Record extracts:
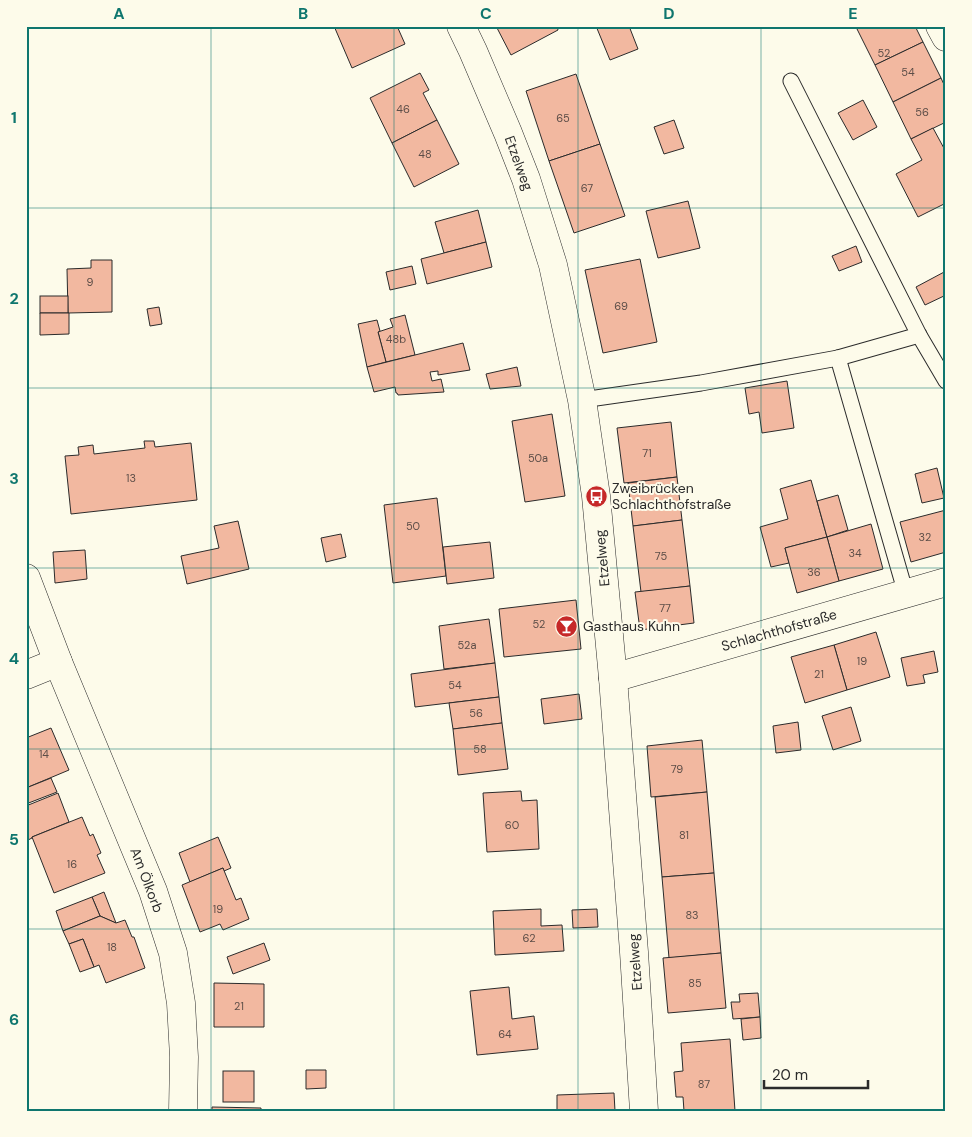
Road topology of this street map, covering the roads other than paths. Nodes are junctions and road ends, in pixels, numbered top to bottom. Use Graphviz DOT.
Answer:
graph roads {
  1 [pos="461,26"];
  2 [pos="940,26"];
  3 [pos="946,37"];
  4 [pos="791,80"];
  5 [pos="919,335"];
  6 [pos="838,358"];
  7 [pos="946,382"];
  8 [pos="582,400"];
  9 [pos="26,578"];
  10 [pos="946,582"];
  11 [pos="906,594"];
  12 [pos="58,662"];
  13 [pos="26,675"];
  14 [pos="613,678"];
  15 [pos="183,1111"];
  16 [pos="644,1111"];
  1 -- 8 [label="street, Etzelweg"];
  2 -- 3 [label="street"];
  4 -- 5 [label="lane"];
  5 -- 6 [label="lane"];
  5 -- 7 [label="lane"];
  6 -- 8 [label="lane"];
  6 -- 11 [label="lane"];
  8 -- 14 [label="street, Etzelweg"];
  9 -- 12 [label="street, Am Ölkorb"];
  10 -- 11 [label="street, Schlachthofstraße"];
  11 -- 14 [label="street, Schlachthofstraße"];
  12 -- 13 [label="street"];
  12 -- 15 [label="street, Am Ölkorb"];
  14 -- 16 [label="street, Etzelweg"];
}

What is needed: The data above must be given again in full and unaltered, minus its images.

Task result:
Road topology of this street map, covering the roads other than paths. Nodes are junctions and road ends, in pixels, numbered top to bottom. Use Graphviz DOT.
Answer:
graph roads {
  1 [pos="461,26"];
  2 [pos="940,26"];
  3 [pos="946,37"];
  4 [pos="791,80"];
  5 [pos="919,335"];
  6 [pos="838,358"];
  7 [pos="946,382"];
  8 [pos="582,400"];
  9 [pos="26,578"];
  10 [pos="946,582"];
  11 [pos="906,594"];
  12 [pos="58,662"];
  13 [pos="26,675"];
  14 [pos="613,678"];
  15 [pos="183,1111"];
  16 [pos="644,1111"];
  1 -- 8 [label="street, Etzelweg"];
  2 -- 3 [label="street"];
  4 -- 5 [label="lane"];
  5 -- 6 [label="lane"];
  5 -- 7 [label="lane"];
  6 -- 8 [label="lane"];
  6 -- 11 [label="lane"];
  8 -- 14 [label="street, Etzelweg"];
  9 -- 12 [label="street, Am Ölkorb"];
  10 -- 11 [label="street, Schlachthofstraße"];
  11 -- 14 [label="street, Schlachthofstraße"];
  12 -- 13 [label="street"];
  12 -- 15 [label="street, Am Ölkorb"];
  14 -- 16 [label="street, Etzelweg"];
}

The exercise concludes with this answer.